Before getting onto the components that build up the live streaming design, we need to know some widely used protocol abbreviations that are used in streaming. For more details, a Wikipedia link is tagged in case you want to understand any specific protocol more in-depth.
- RTMP — Real-Time Messaging Protocol is based on TCP and was developed by Macromedia (now owned by Adobe). This protocol was intended to stream audio, video, and data over the internet to a Flash player from a server. With HTML5 providing native support for playing video/audio data, Flash player lost its popularity, and most web browsers are deprecating its support. Further reading about RTMP on wiki. (Most mid-1990s to 2000s internet users would recall the prompts or the pop-ups to install “Adobe Flash Player” to view content!)
- RTSP — Real-Time Streaming Protocol is based on TCP and was developed by RealNetworks, Netscape, and Columbia University. This protocol internally uses other protocols to transfer media content from the server to the client and vice-versa. Further reading on wiki.
- SDP — Session Description Protocol was a proposal by the IETF in the late 1990s. SDP does not deliver any media by itself but is used between endpoints for negotiation of media type, format, and all associated properties. Further reading on wiki.
- WebRTC — This is an open source project that provides web-based, real-time communication (RTC). It allows browsers to capture audio and video data from devices and transfer it to a server using SDP. It provides web browsers and mobile applications with real-time communication using APIs. It eliminates the need to install plugins or download native apps. Further reading on wiki.
- HLS — HTTP Live Streaming was developed by Apple and is an open standard. It is based on HTTP-based adaptive bit-rate streaming. HLS is universal and supports most devices. HLS creates a playlist (.m38u format), which is an index to chunks of video files (~10-second chunk) of various formats.
Based on the network quality and bandwidth, the native player automatically requests a different chunk. HLS is widely popular, as it can stream to mobile devices and HTML5-based video players. Further reading on wiki. This protocol has a pretty good history with the iPhone gaining popularity in the mobile market, as Apple didn’t want to rely on Flash or Quicktime players to play content on their phones.
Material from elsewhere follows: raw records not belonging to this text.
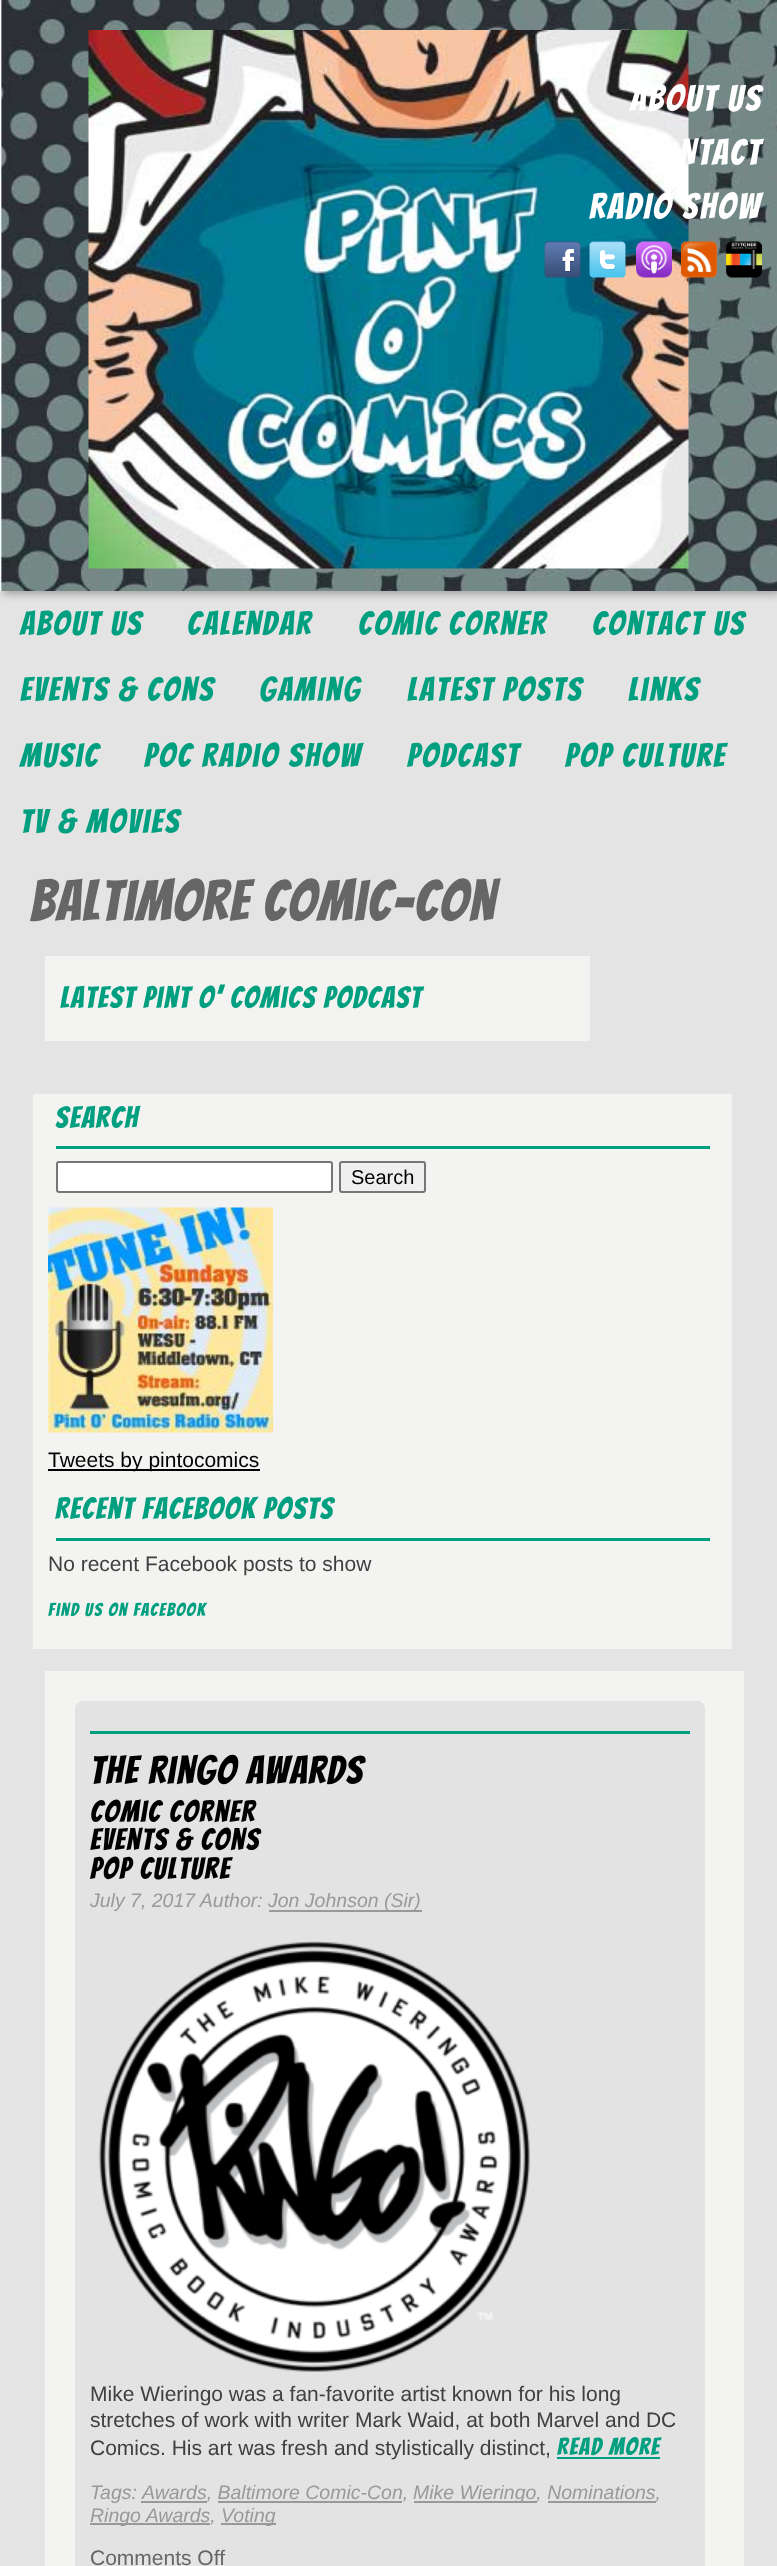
async function draw(canvas) {
  canvas.width = 777
  canvas.height = 2566
  const ctx = canvas.getContext('2d')
  ctx.miterLimit = 4
  ctx.fontKerning = 'normal'
  async function loadImage(src) {
    const img = new Image()
    img.src = src
    await img.decode()
    return img
  }

  ctx.fillStyle = '#e4e4e4'
  ctx.fillRect(0, 0, 777, 2566)
  ctx.fillStyle = '#0000004d'
  ctx.filter = 'blur(4.5px)'
  ctx.beginPath()
  ctx.rect(3, 3, 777, 591)
  ctx.fill()
  ctx.filter = 'none'
  ctx.drawImage(await loadImage('image0.png'), 0, 0, 777, 591)
  ctx.drawImage(await loadImage('image1.png'), 88, 30, 601, 539)
  ctx.letterSpacing = '2.25px'
  ctx.font = '36px Bangers'
  ctx.fillStyle = '#fff'
  ctx.fillText('ABOUT US', 630, 111)
  ctx.fillText('NTACT', 679, 165)
  ctx.fillText('RADIO SHOW', 589, 219)
  ctx.drawImage(await loadImage('image2.png'), 544, 241, 37, 37)
  ctx.drawImage(await loadImage('image3.png'), 589, 241, 37, 37)
  ctx.drawImage(await loadImage('image4.png'), 636, 241, 36, 37)
  ctx.drawImage(await loadImage('image5.png'), 681, 241, 36, 37)
  ctx.drawImage(await loadImage('image6.png'), 726, 241, 36, 37)
  ctx.font = '33px Bangers'
  ctx.fillStyle = '#009f7f'
  ctx.fillText('About Us', 20, 635)
  ctx.fillText('Calendar', 187, 635)
  ctx.fillText('Comic Corner', 358, 635)
  ctx.fillText('Contact Us', 592, 635)
  ctx.fillText('Events & Cons', 20, 701)
  ctx.fillText('Gaming', 259, 701)
  ctx.fillText('Latest Posts', 407, 701)
  ctx.fillText('Links', 628, 701)
  ctx.fillText('Music', 20, 767)
  ctx.fillText('POC Radio Show', 144, 767)
  ctx.fillText('Podcast', 407, 767)
  ctx.fillText('Pop Culture', 565, 767)
  ctx.fillText('TV & Movies', 20, 833)
  ctx.letterSpacing = '1.5px'
  ctx.font = '57px Bangers'
  ctx.fillStyle = '#666'
  ctx.fillText('Baltimore Comic-Con', 30, 921)
  ctx.fillStyle = '#f3f4f1'
  ctx.fillRect(45, 956, 545, 85)
  ctx.font = '30px Bangers'
  ctx.fillStyle = '#009f7f'
  ctx.fillText('Latest Pint O’ Comics Podcast', 60, 1008)
  ctx.fillStyle = '#f3f4f1'
  ctx.fillRect(33, 1094, 699, 555)
  ctx.fillStyle = '#009f7f'
  ctx.fillRect(56, 1146, 654, 3)
  ctx.fillText('Search', 55, 1128)
  ctx.fillStyle = '#fff'
  ctx.beginPath()
  ctx.roundRect(57, 1162, 275, 30, 2)
  ctx.fill()
  ctx.strokeStyle = '#767676'
  ctx.lineWidth = 2
  ctx.stroke()
  ctx.fillStyle = '#efefef'
  ctx.beginPath()
  ctx.roundRect(340, 1162, 85, 30, 2)
  ctx.fill()
  ctx.stroke()
  ctx.letterSpacing = '0px'
  ctx.font = '20px Liberation Sans'
  ctx.fillStyle = '#000'
  ctx.fillText('Search', 351, 1184)
  ctx.drawImage(await loadImage('image7.png'), 48, 1207, 225, 226)
  ctx.fillRect(48, 1469, 212, 2)
  ctx.font = '21px Liberation Sans'
  ctx.fillText('Tweets by pintocomics', 48, 1467)
  ctx.fillStyle = '#009f7f'
  ctx.fillRect(56, 1538, 654, 3)
  ctx.letterSpacing = '1.5px'
  ctx.font = '30px Bangers'
  ctx.fillText('Recent Facebook Posts', 55, 1519)
  ctx.letterSpacing = '0px'
  ctx.font = '21px Liberation Sans'
  ctx.fillStyle = '#404040'
  ctx.fillText('No recent Facebook posts to show', 48, 1571)
  ctx.letterSpacing = '1.5px'
  ctx.font = '18px Bangers'
  ctx.fillStyle = '#009f7f'
  ctx.fillText('Find us on Facebook', 48, 1616)
  ctx.fillStyle = '#f3f4f1'
  ctx.fillRect(45, 1671, 699, 895)
  ctx.fillStyle = '#e3e3e3'
  ctx.beginPath()
  ctx.roundRect(75, 1701, 630, 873, 8)
  ctx.fill()
  ctx.fillStyle = '#009f7f'
  ctx.fillRect(90, 1731, 600, 3)
  ctx.font = '39px Bangers'
  ctx.fillStyle = '#000'
  ctx.fillText('The Ringo Awards', 90, 1784)
  ctx.font = '30px Bangers'
  ctx.fillText('Comic Corner', 90, 1822)
  ctx.fillText('Events & Cons', 90, 1850)
  ctx.fillText('Pop Culture', 90, 1879)
  ctx.letterSpacing = '0px'
  ctx.font = 'italic 19.5px Liberation Sans'
  ctx.fillStyle = '#999'
  ctx.fillText('July 7, 2017 Author:', 90, 1907)
  ctx.fillRect(269, 1910, 153, 2)
  ctx.fillText('Jon Johnson (Sir)', 268, 1907)
  ctx.drawImage(await loadImage('image8.png'), 98, 1941, 432, 431)
  ctx.font = '21px Liberation Sans'
  ctx.fillStyle = '#404040'
  ctx.fillText('Mike Wieringo was a fan-favorite artist known for his long', 90, 2401)
  ctx.fillText('stretches of work with writer Mark Waid, at both Marvel and DC', 90, 2427)
  ctx.fillText('Comics. His art was fresh and stylistically distinct,', 90, 2455)
  ctx.letterSpacing = '1.5px'
  ctx.font = '24px Bangers'
  ctx.fillStyle = '#009f7f'
  ctx.fillText('Read More', 557, 2455)
  ctx.fillRect(557, 2457, 103, 2)
  ctx.letterSpacing = '0px'
  ctx.font = 'italic 19.5px Liberation Sans'
  ctx.fillStyle = '#999'
  ctx.fillText('Tags:', 90, 2499)
  ctx.fillRect(141, 2501, 66, 2)
  ctx.fillText('Awards, Baltimore Comic-Con,', 142, 2499)
  ctx.fillRect(414, 2501, 123, 2)
  ctx.fillText('Mike Wieringo, Nominations,', 413, 2499)
  ctx.fillRect(218, 2501, 184, 2)
  ctx.fillRect(548, 2501, 108, 2)
  ctx.fillRect(90, 2523, 120, 2)
  ctx.fillText('Ringo Awards,', 90, 2522)
  ctx.fillRect(221, 2523, 55, 2)
  ctx.fillText('Voting', 221, 2522)
  ctx.font = '21px Liberation Sans'
  ctx.fillStyle = '#666'
  ctx.fillText('Comments Off', 90, 2565)
}

draw(document.querySelector('canvas'))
- DASH — Dynamic Adaptive Streaming over HTTP. This protocol is very similar to HLS and works by breaking content into a sequence of small, HTTP-based file segments. Each segment contains a short interval of playback time of content (such as a movie or any live broadcast of an event). Further reading on wiki.
You may also like:
Real-Time Analytics in the World of Virtual Reality and Live Streaming.
The high-level design covers various components that build a live streaming service and is shown in the diagram below. Please note, this is not an industry standard. Rather, it gives you an idea of the design aspects of various software and hardware components that help in building a live streaming service.
Publishers form the very first input that generate raw audio and video of the streaming service. Conventionally the main audio, video, and graphics are generated using mics and video-cameras. This data is mainly consumed by encoders (software/hardware-based), which forms the heart of the Publisher.
The primary role of an encoder is to consume the audio, video, and graphics that have to be streamed and convert them into data that can be sent across a network. Hardware Encoders are physical equipment, and they only encode and stream data with high reliability. These encoders can be attached to multiple audio and video devices. An example of an open source software encoder is the OBS — Open Broadcaster Software.
The protocols used for sending encoded data by the publishers are RTMP, RTSP, and SDP (may not be limited to these in reality).
A Streaming Server receives encoded data from the software/hardware encoders. It creates multiple formats of the stream and can save it locally or re-stream to another service. It also supports multiple protocols.
The main feature of the Streaming Server is Adapter Bit-rate Streaming. It is a method of video streaming over HTTP where the source content is encoded at multiple bit rates. Each of the different bit rate streams is segmented into smaller parts.
The segment size can vary between 2 and 10 seconds. First, the client downloads a manifest file that describes the available stream segments and their respective bit rates. During stream start-up, the client usually requests the segments from the lowest bit rate stream. If the client finds that the network throughput is greater than the bit rate of the downloaded segment, then it will request a higher bit rate segment.
The Streaming Server can be directed to create various video formats. For example, if the incoming data has a resolution of 1080p, then the server can be directed to generate different resolutions of the same data, like 720p, 480p, 360p, etc. This allows for adaptive bit-rate streaming.
The Streaming Server can re-stream data to other streaming services like Facebook, YouTube, etc. Typically, when the traffic grows, the server cannot handle all the requests, and it might end up being very slow, resulting in buffering issues at the client end.
In order to mitigate this and to make it highly scalable, the server can re-stream the content to edge servers or CDN providers, like AWS CloudFront, Akamai, etc. The server can also strategically push content to CDN providers that are geographically located where a majority of the usage is. The protocol supported in this case would be HLS/DASH only as they are based on HTTP and no other protocols are supported by edge servers or CDNs.
The Clients or Viewers are usually media players in the service provider or any device-specific applications (e.g YouTube/Facebook apps for Android or iOS). To reach every client device, the most popular protocol that is used is HLS. HLS is universally supported and can play on all modern devices. There are some devices that still support RTMP (with embedded flash players), but this is almost reaching (or already reached) an end-of-life.
Each and every component mentioned in the sections Publisher and Streaming Components of the design are very large topics in itself and doesn’t cover under the scope of this article. It is advisable to research the components in detail based on your needs. This article is a primer and gives an overview of live streaming, components, and various protocols used along with Wikipedia references and a high-level system design. I hope you found this helpful!